EXERCISE OBJECTIVE ▸
Return only those lines of the records below in which "include" appears.

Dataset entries
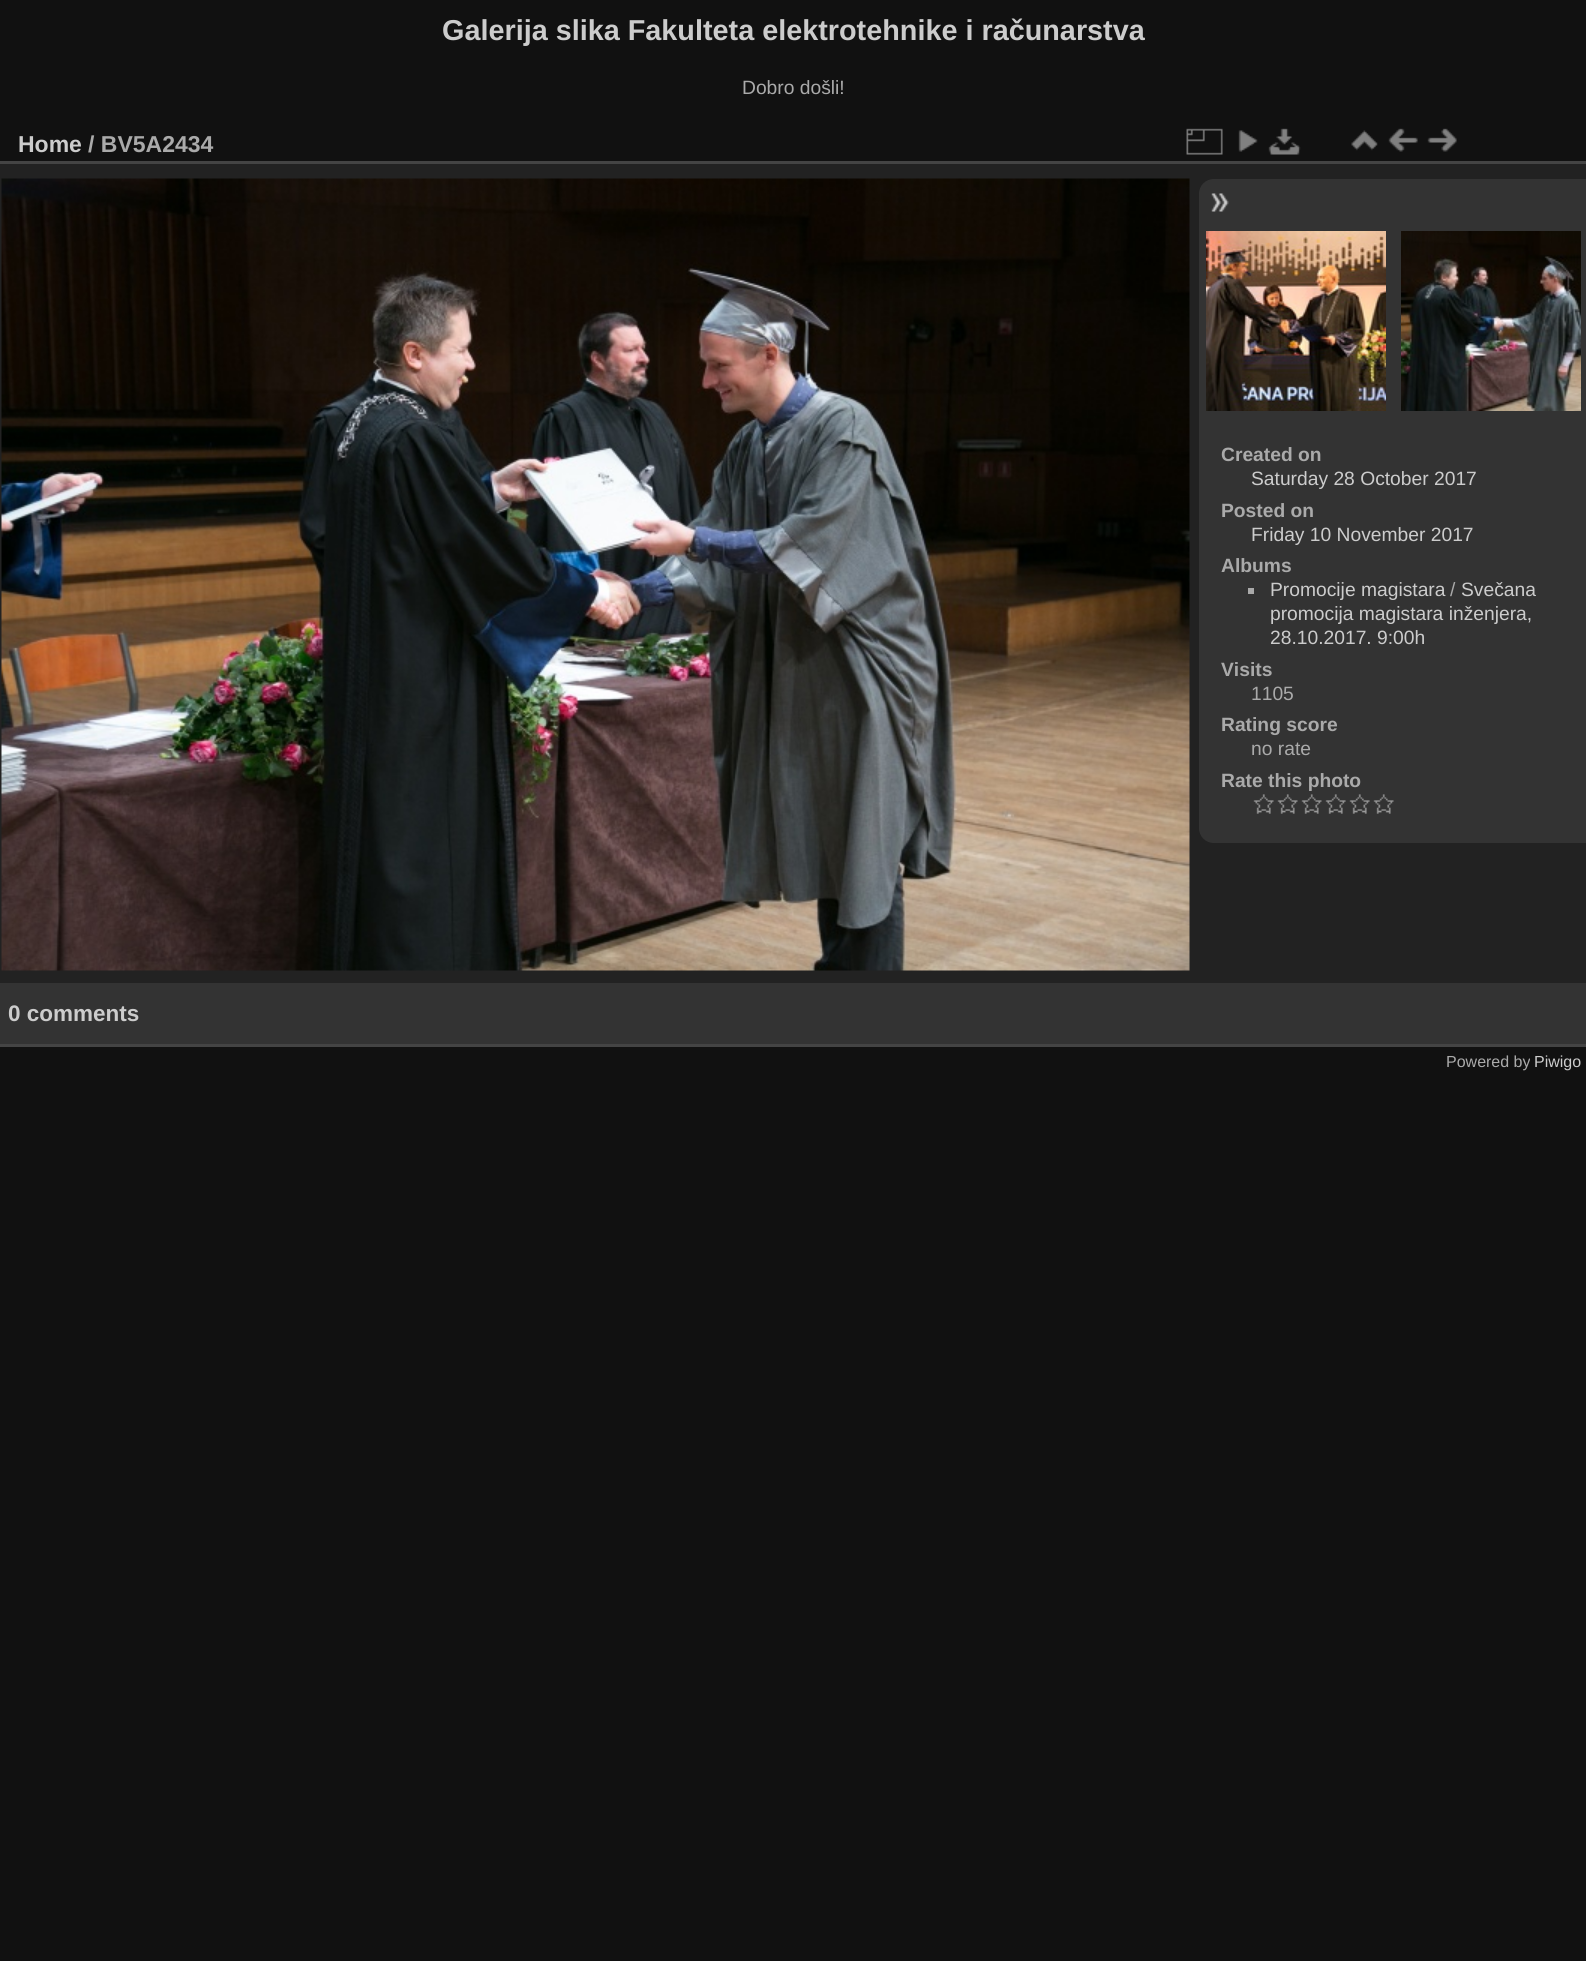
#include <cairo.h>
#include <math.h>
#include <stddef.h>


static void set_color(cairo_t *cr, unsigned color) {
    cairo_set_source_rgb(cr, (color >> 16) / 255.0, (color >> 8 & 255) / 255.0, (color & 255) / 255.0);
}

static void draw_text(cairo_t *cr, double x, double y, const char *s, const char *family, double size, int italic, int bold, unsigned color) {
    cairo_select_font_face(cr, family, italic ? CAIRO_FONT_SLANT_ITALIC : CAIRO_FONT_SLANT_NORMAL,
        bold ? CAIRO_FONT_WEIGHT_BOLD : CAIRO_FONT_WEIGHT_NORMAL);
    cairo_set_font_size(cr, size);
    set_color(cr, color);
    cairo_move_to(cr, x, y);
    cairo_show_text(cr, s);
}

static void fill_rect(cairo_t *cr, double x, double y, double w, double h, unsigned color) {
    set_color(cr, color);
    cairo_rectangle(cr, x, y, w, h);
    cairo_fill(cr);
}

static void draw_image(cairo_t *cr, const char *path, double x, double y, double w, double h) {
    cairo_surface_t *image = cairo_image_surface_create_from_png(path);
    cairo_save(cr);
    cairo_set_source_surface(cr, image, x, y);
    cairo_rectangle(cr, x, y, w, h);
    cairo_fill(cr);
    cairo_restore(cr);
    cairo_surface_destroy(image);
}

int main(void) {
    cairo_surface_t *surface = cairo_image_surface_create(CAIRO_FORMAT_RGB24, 1586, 1961);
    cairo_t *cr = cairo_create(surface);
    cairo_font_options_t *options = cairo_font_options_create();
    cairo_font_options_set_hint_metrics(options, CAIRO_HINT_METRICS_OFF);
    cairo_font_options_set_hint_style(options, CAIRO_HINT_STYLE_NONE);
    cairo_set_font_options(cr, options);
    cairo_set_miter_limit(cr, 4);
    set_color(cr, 0x111111);
    cairo_paint(cr);
    draw_text(cr, 442, 40, "Galerija slika Fakulteta elektrotehnike i računarstva", "Liberation Sans", 28.8, 0, 1, 0xCCCCCC);
    draw_text(cr, 742, 94, "Dobro došli!", "Liberation Sans", 19.25, 0, 0, 0xAAAAAA);
    fill_rect(cr, 0, 164, 1586, 819, 0x222222);
    fill_rect(cr, 0, 1044, 1586, 3, 0x444444);
    fill_rect(cr, 0, 161, 1586, 3, 0x444444);
    draw_text(cr, 18, 152, "Home", "Liberation Sans", 23, 0, 1, 0xCCCCCC);
    draw_text(cr, 88, 152, "/ BV5A2434", "Liberation Sans", 23, 0, 1, 0xAAAAAA);
    draw_image(cr, "assets/img1.png", 1186, 128, 37, 27);
    draw_image(cr, "assets/img2.png", 1238, 130, 20, 22);
    draw_image(cr, "assets/img3.png", 1268, 128, 33, 27);
    draw_image(cr, "assets/img4.png", 1351, 130, 27, 21);
    draw_image(cr, "assets/img5.png", 1388, 128, 30, 24);
    draw_image(cr, "assets/img6.png", 1427, 128, 30, 24);
    draw_image(cr, "assets/img7.png", 1, 178, 1189, 793);
    set_color(cr, 0x333333);
    cairo_new_path(cr);
    cairo_move_to(cr, 1214, 179);
    cairo_line_to(cr, 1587, 179);
    cairo_line_to(cr, 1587, 843);
    cairo_line_to(cr, 1214, 843);
    cairo_curve_to(cr, 1205.5, 843, 1199, 836.5, 1199, 828);
    cairo_line_to(cr, 1199, 194);
    cairo_curve_to(cr, 1199, 185.5, 1205.5, 179, 1214, 179);
    cairo_close_path(cr);
    cairo_fill(cr);
    draw_image(cr, "assets/img8.png", 1211, 193, 18, 19);
    draw_image(cr, "assets/img9.png", 1206, 231, 180, 180);
    draw_image(cr, "assets/img10.png", 1401, 231, 180, 180);
    draw_text(cr, 1221, 461, "Created on", "Liberation Sans", 19.25, 0, 1, 0xAAAAAA);
    draw_text(cr, 1251, 485, "Saturday 28 October 2017", "Liberation Sans", 19.25, 0, 0, 0xCCCCCC);
    draw_text(cr, 1221, 517, "Posted on", "Liberation Sans", 19.25, 0, 1, 0xAAAAAA);
    draw_text(cr, 1251, 541, "Friday 10 November 2017", "Liberation Sans", 19.25, 0, 0, 0xCCCCCC);
    draw_text(cr, 1221, 572, "Albums", "Liberation Sans", 19.25, 0, 1, 0xAAAAAA);
    fill_rect(cr, 1248, 588, 6, 6, 0xAAAAAA);
    draw_text(cr, 1270, 596, "Promocije magistara", "Liberation Sans", 19.25, 0, 0, 0xCCCCCC);
    draw_text(cr, 1450, 596, "/", "Liberation Sans", 19.25, 0, 0, 0xAAAAAA);
    draw_text(cr, 1461, 596, "Svečana", "Liberation Sans", 19.25, 0, 0, 0xCCCCCC);
    draw_text(cr, 1270, 620, "promocija magistara inženjera,", "Liberation Sans", 19.25, 0, 0, 0xCCCCCC);
    draw_text(cr, 1270, 644, "28.10.2017. 9:00h", "Liberation Sans", 19.25, 0, 0, 0xCCCCCC);
    draw_text(cr, 1221, 676, "Visits", "Liberation Sans", 19.25, 0, 1, 0xAAAAAA);
    draw_text(cr, 1251, 700, "1105", "Liberation Sans", 19.25, 0, 0, 0xAAAAAA);
    draw_text(cr, 1221, 731, "Rating score", "Liberation Sans", 19.25, 0, 1, 0xAAAAAA);
    draw_text(cr, 1251, 755, "no rate", "Liberation Sans", 19.25, 0, 0, 0xAAAAAA);
    draw_text(cr, 1221, 787, "Rate this photo", "Liberation Sans", 19.25, 0, 1, 0xAAAAAA);
    draw_image(cr, "assets/img11.png", 1253, 794, 21, 20);
    draw_image(cr, "assets/img12.png", 1277, 794, 21, 20);
    draw_image(cr, "assets/img12.png", 1301, 794, 21, 20);
    draw_image(cr, "assets/img13.png", 1325, 794, 21, 20);
    draw_image(cr, "assets/img13.png", 1349, 794, 21, 20);
    draw_image(cr, "assets/img12.png", 1373, 794, 21, 20);
    fill_rect(cr, 0, 983, 1586, 61, 0x333333);
    draw_text(cr, 8, 1021, "0 comments", "Liberation Sans", 22.5, 0, 1, 0xCCCCCC);
    draw_text(cr, 1446, 1067, "Powered by", "Liberation Sans", 16, 0, 0, 0xAAAAAA);
    draw_text(cr, 1534, 1067, "Piwigo", "Liberation Sans", 16, 0, 0, 0xCCCCCC);
    cairo_surface_write_to_png(surface, "output.png");
    cairo_font_options_destroy(options);
    cairo_destroy(cr);
    cairo_surface_destroy(surface);
    return 0;
}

THE COMPLETED TASK ▸
#include <cairo.h>
#include <math.h>
#include <stddef.h>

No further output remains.